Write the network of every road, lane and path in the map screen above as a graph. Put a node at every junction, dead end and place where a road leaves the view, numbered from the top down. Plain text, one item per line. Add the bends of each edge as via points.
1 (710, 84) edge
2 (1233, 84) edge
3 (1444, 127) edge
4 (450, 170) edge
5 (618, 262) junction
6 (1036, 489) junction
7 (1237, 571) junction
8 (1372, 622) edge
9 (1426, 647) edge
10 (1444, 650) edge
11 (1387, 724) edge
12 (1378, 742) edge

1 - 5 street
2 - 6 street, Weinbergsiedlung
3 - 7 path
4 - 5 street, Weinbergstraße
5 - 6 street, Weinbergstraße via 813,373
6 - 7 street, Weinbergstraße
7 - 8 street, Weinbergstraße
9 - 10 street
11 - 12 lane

Task item — Output the full listing above without altering a single word.

Solution —
Write the network of every road, lane and path in the map screen above as a graph. Put a node at every junction, dead end and place where a road leaves the view, numbered from the top down. Plain text, one item per line. Add the bends of each edge as via points.
1 (710, 84) edge
2 (1233, 84) edge
3 (1444, 127) edge
4 (450, 170) edge
5 (618, 262) junction
6 (1036, 489) junction
7 (1237, 571) junction
8 (1372, 622) edge
9 (1426, 647) edge
10 (1444, 650) edge
11 (1387, 724) edge
12 (1378, 742) edge

1 - 5 street
2 - 6 street, Weinbergsiedlung
3 - 7 path
4 - 5 street, Weinbergstraße
5 - 6 street, Weinbergstraße via 813,373
6 - 7 street, Weinbergstraße
7 - 8 street, Weinbergstraße
9 - 10 street
11 - 12 lane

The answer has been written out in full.